## Problem to solve
Repeat each entry in the listing word for word.

## Task material
****************************************
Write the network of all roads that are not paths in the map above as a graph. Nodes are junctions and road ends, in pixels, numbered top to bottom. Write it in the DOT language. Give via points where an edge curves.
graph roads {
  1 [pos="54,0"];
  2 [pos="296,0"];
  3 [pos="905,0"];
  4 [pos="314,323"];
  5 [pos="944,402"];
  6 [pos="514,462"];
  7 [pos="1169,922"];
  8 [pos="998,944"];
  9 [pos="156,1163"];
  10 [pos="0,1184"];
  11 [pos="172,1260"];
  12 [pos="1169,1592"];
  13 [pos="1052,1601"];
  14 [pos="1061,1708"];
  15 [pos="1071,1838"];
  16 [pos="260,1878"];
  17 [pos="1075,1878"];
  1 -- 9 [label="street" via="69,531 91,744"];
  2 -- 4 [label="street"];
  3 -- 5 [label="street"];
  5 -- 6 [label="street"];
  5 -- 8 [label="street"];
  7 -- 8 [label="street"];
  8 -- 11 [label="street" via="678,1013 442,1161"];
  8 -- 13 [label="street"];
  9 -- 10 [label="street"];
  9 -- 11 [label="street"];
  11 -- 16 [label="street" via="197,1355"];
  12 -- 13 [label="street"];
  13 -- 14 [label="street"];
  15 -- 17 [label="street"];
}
****************************************
## Result of this exercise
Write the network of all roads that are not paths in the map above as a graph. Nodes are junctions and road ends, in pixels, numbered top to bottom. Write it in the DOT language. Give via points where an edge curves.
graph roads {
  1 [pos="54,0"];
  2 [pos="296,0"];
  3 [pos="905,0"];
  4 [pos="314,323"];
  5 [pos="944,402"];
  6 [pos="514,462"];
  7 [pos="1169,922"];
  8 [pos="998,944"];
  9 [pos="156,1163"];
  10 [pos="0,1184"];
  11 [pos="172,1260"];
  12 [pos="1169,1592"];
  13 [pos="1052,1601"];
  14 [pos="1061,1708"];
  15 [pos="1071,1838"];
  16 [pos="260,1878"];
  17 [pos="1075,1878"];
  1 -- 9 [label="street" via="69,531 91,744"];
  2 -- 4 [label="street"];
  3 -- 5 [label="street"];
  5 -- 6 [label="street"];
  5 -- 8 [label="street"];
  7 -- 8 [label="street"];
  8 -- 11 [label="street" via="678,1013 442,1161"];
  8 -- 13 [label="street"];
  9 -- 10 [label="street"];
  9 -- 11 [label="street"];
  11 -- 16 [label="street" via="197,1355"];
  12 -- 13 [label="street"];
  13 -- 14 [label="street"];
  15 -- 17 [label="street"];
}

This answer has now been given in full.